━━━━━ Records to process

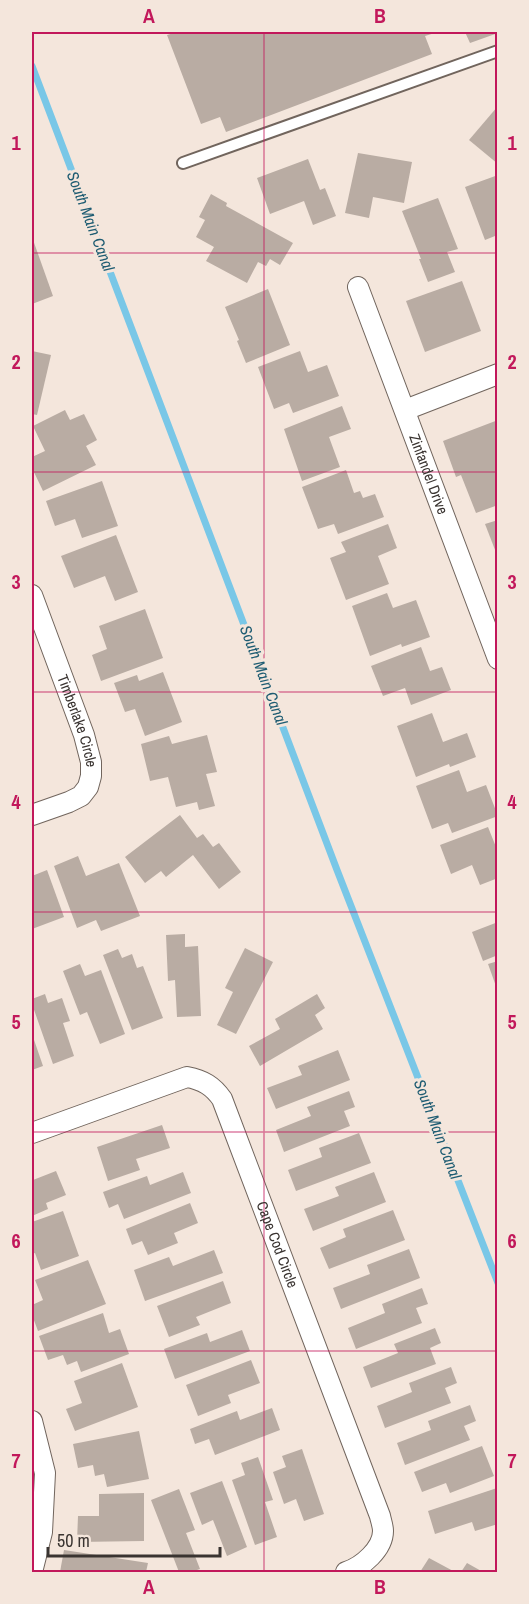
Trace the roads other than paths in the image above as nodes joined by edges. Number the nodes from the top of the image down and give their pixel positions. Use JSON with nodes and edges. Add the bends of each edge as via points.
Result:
{"nodes":[{"id":1,"x":498,"y":51,"type":"edge"},
{"id":2,"x":183,"y":163,"type":"dead end"},
{"id":3,"x":358,"y":287,"type":"dead end"},
{"id":4,"x":498,"y":374,"type":"edge"},
{"id":5,"x":405,"y":410,"type":"junction"},
{"id":6,"x":32,"y":595,"type":"edge"},
{"id":7,"x":498,"y":659,"type":"edge"},
{"id":8,"x":32,"y":815,"type":"edge"},
{"id":9,"x":32,"y":1133,"type":"edge"},
{"id":10,"x":32,"y":1421,"type":"edge"},
{"id":11,"x":32,"y":1572,"type":"edge"},
{"id":12,"x":346,"y":1572,"type":"edge"}],
"edges":[{"from":1,"to":2,"type":"lane"},
{"from":3,"to":5,"type":"street","name":"Zinfandel Drive"},
{"from":4,"to":5,"type":"street"},
{"from":5,"to":7,"type":"street","name":"Zinfandel Drive"},
{"from":6,"to":8,"type":"street","name":"Timberlake Circle","via":[[84,735],[91,776],[81,796]]},
{"from":9,"to":12,"type":"street","name":"Cape Cod Circle","via":[[187,1077],[214,1088],[222,1099],[380,1516],[382,1538],[373,1554]]},
{"from":10,"to":11,"type":"street","via":[[45,1473],[42,1532]]}]}
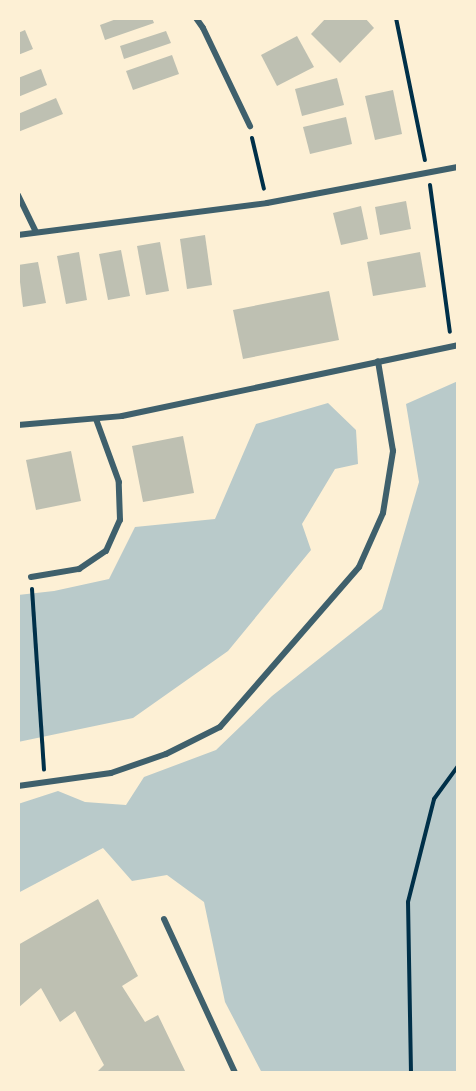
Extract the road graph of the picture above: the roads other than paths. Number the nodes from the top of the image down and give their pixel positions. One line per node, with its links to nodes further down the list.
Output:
1 (196, 18): 2 (street)
2 (250, 126)
3 (458, 167): 5 (street)
4 (18, 195): 5 (street)
5 (36, 232): 6 (street)
6 (18, 235)
7 (458, 345): 8 (street)
8 (378, 361): 9 (street); 12 (street)
9 (96, 419): 10 (street); 11 (street)
10 (18, 425)
11 (31, 577)
12 (18, 786)
13 (164, 920): 14 (street)
14 (235, 1073)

━━━━━━━━━━

What goes in the answer is the run of lines from the one holding "Extract the road" to the end of the entries, reproduced exactly and with nothing else.

Extract the road graph of the picture above: the roads other than paths. Number the nodes from the top of the image down and give their pixel positions. One line per node, with its links to nodes further down the list.
Output:
1 (196, 18): 2 (street)
2 (250, 126)
3 (458, 167): 5 (street)
4 (18, 195): 5 (street)
5 (36, 232): 6 (street)
6 (18, 235)
7 (458, 345): 8 (street)
8 (378, 361): 9 (street); 12 (street)
9 (96, 419): 10 (street); 11 (street)
10 (18, 425)
11 (31, 577)
12 (18, 786)
13 (164, 920): 14 (street)
14 (235, 1073)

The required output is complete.